_DATA SECTION:_
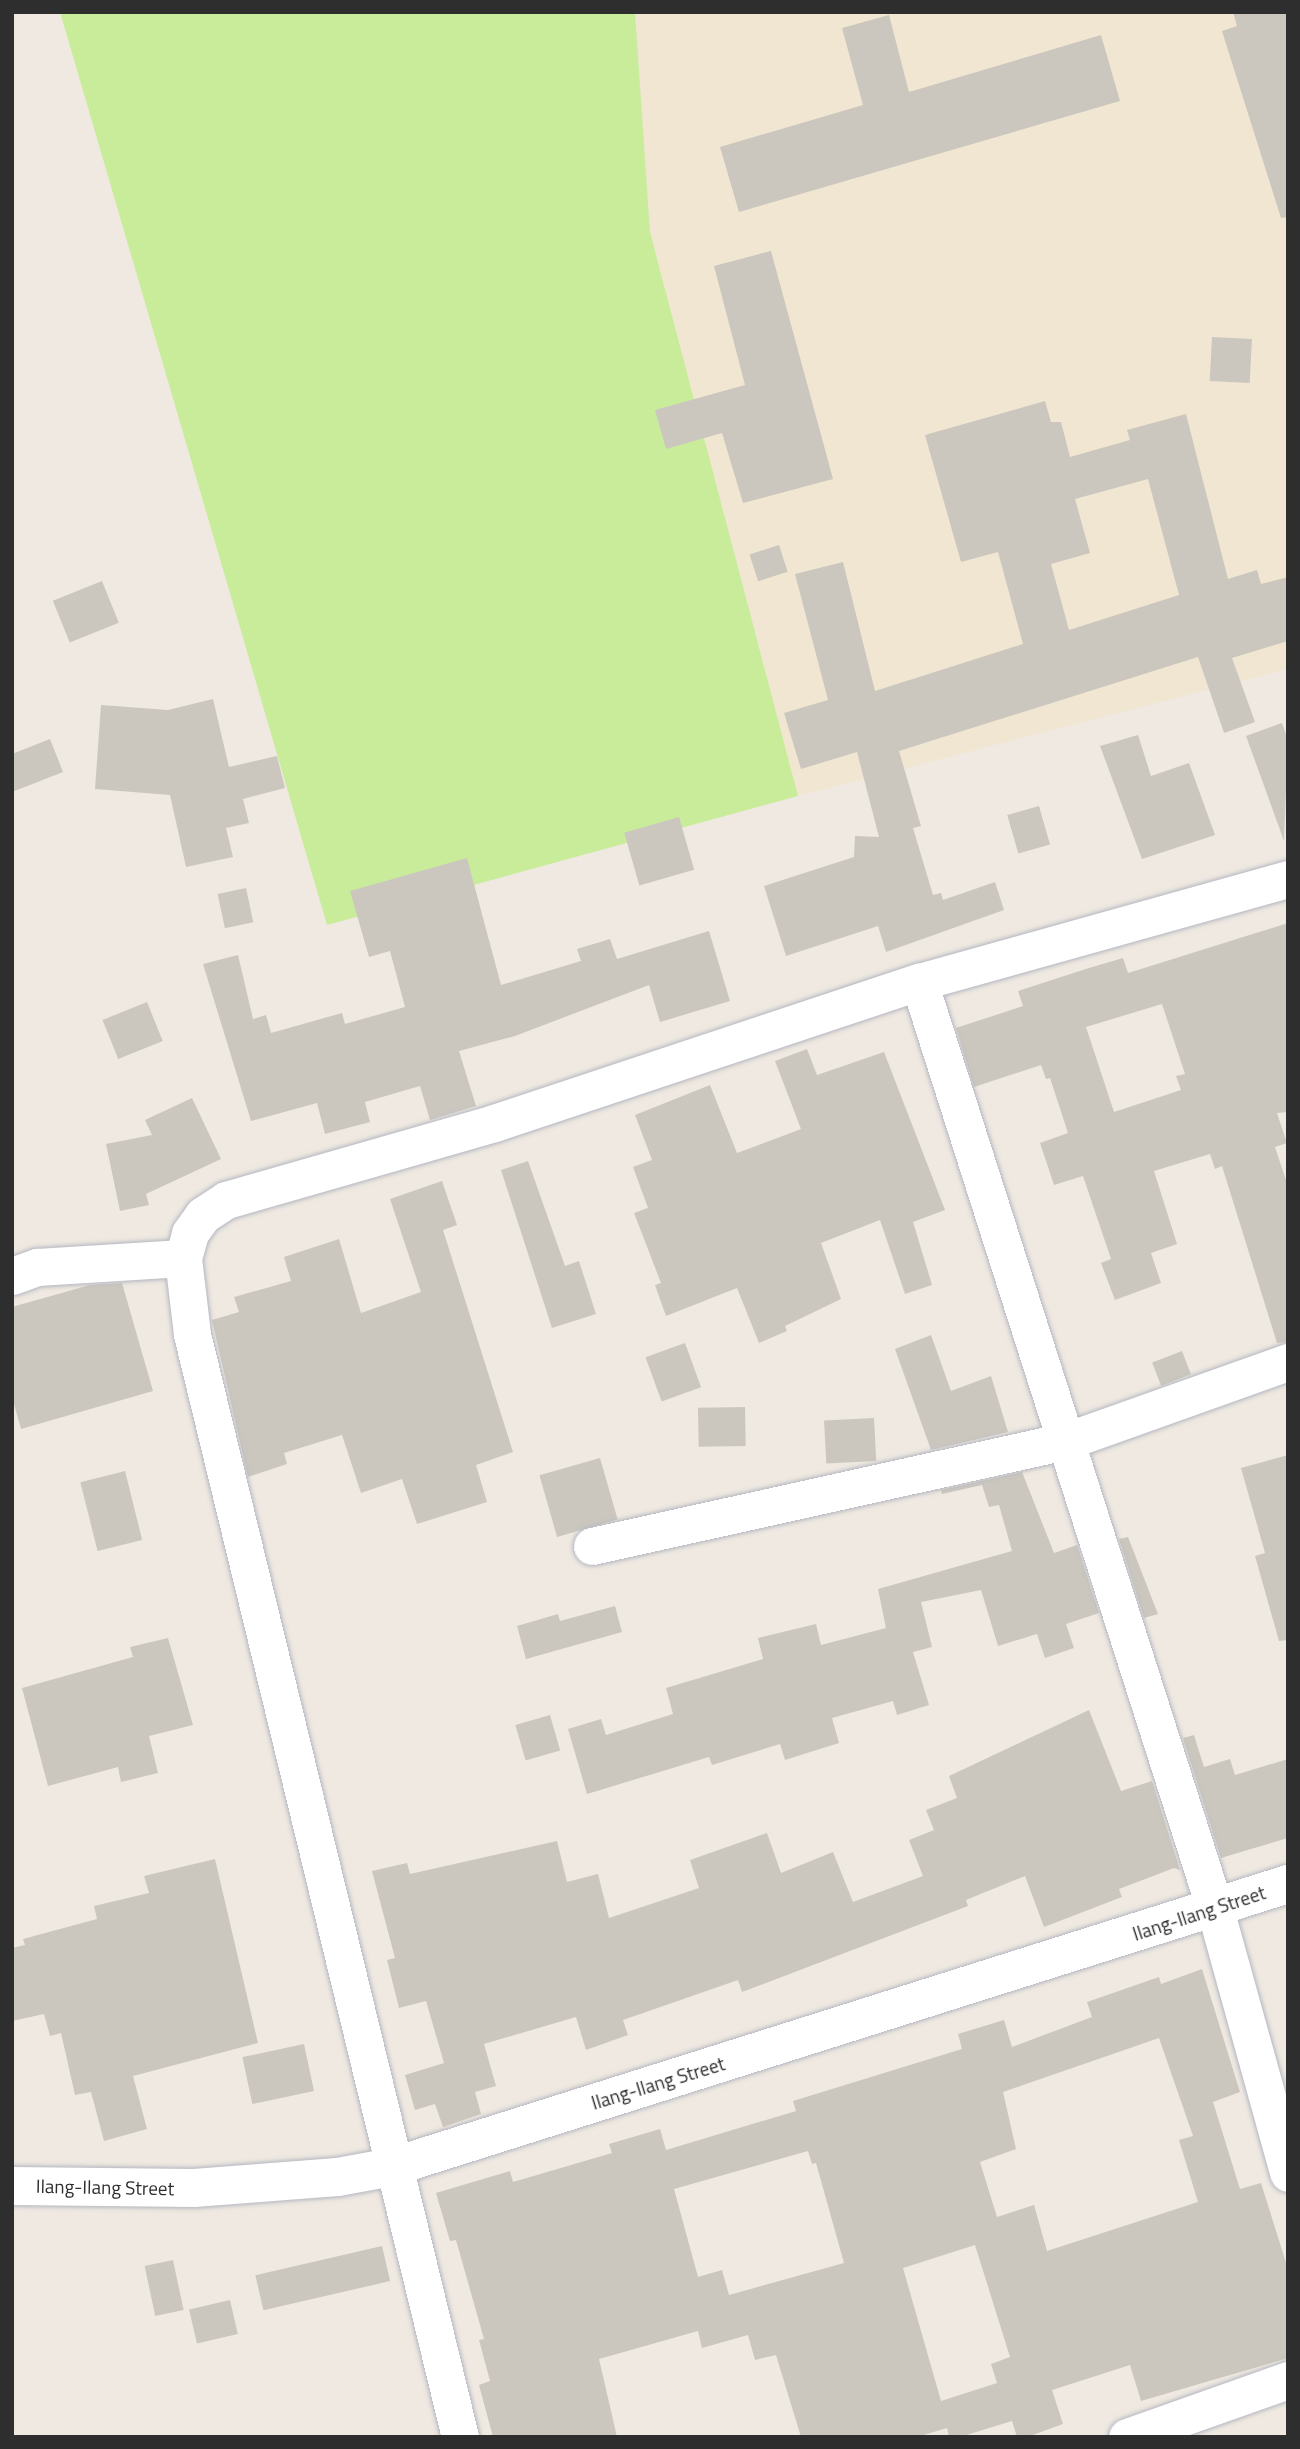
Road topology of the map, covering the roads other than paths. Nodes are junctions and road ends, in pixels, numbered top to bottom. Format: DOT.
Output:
graph roads {
  1 [pos="1288,879"];
  2 [pos="919,982"];
  3 [pos="183,1258"];
  4 [pos="12,1276"];
  5 [pos="1288,1362"];
  6 [pos="1066,1441"];
  7 [pos="592,1546"];
  8 [pos="1288,1884"];
  9 [pos="1215,1909"];
  10 [pos="392,2167"];
  11 [pos="1288,2173"];
  12 [pos="12,2186"];
  13 [pos="1288,2380"];
  14 [pos="460,2437"];
  15 [pos="1127,2437"];
  1 -- 2 [label="street"];
  2 -- 3 [label="street"];
  2 -- 6 [label="street"];
  3 -- 4 [label="street"];
  3 -- 10 [label="street"];
  5 -- 6 [label="street"];
  6 -- 7 [label="street"];
  6 -- 9 [label="street"];
  8 -- 9 [label="main road, Ilang-Ilang Street"];
  9 -- 10 [label="main road, Ilang-Ilang Street"];
  9 -- 11 [label="street"];
  10 -- 12 [label="main road, Ilang-Ilang Street"];
  10 -- 14 [label="street"];
  13 -- 15 [label="street"];
}
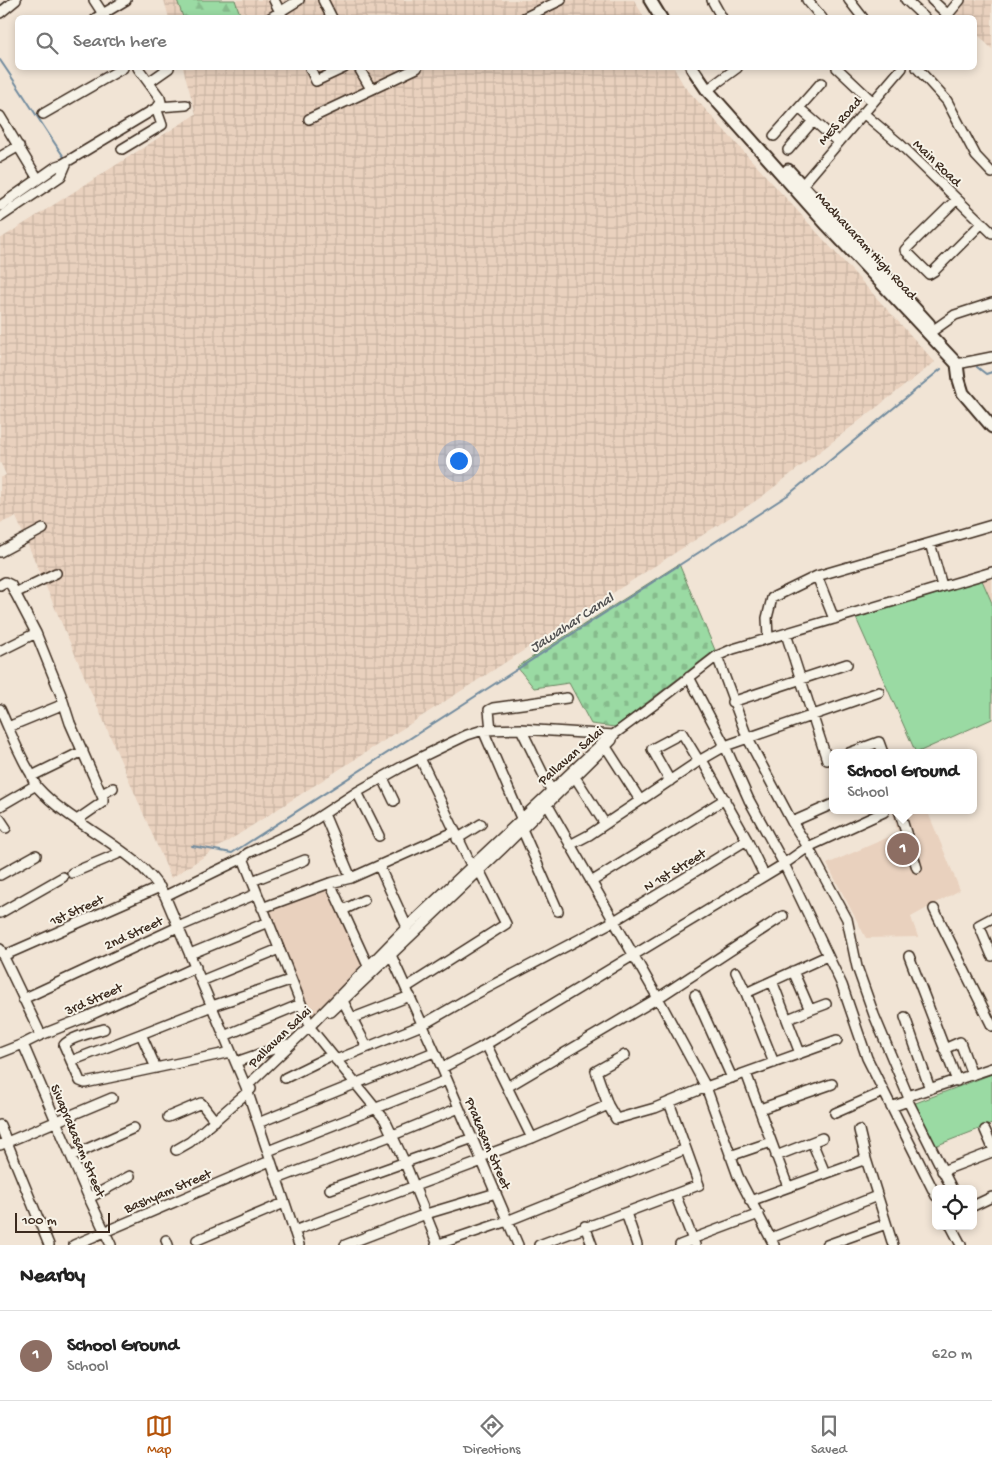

_WORK TASK:_ Copy out all of the material exactly as written, without its pictures.

_EXPECTED OUTPUT:_
Road topology of the map, covering the roads other than paths. Nodes are junctions and road ends, in pixels, numbered top to bottom. Format: DOT.
Output:
graph roads {
  1 [pos="1288,879"];
  2 [pos="919,982"];
  3 [pos="183,1258"];
  4 [pos="12,1276"];
  5 [pos="1288,1362"];
  6 [pos="1066,1441"];
  7 [pos="592,1546"];
  8 [pos="1288,1884"];
  9 [pos="1215,1909"];
  10 [pos="392,2167"];
  11 [pos="1288,2173"];
  12 [pos="12,2186"];
  13 [pos="1288,2380"];
  14 [pos="460,2437"];
  15 [pos="1127,2437"];
  1 -- 2 [label="street"];
  2 -- 3 [label="street"];
  2 -- 6 [label="street"];
  3 -- 4 [label="street"];
  3 -- 10 [label="street"];
  5 -- 6 [label="street"];
  6 -- 7 [label="street"];
  6 -- 9 [label="street"];
  8 -- 9 [label="main road, Ilang-Ilang Street"];
  9 -- 10 [label="main road, Ilang-Ilang Street"];
  9 -- 11 [label="street"];
  10 -- 12 [label="main road, Ilang-Ilang Street"];
  10 -- 14 [label="street"];
  13 -- 15 [label="street"];
}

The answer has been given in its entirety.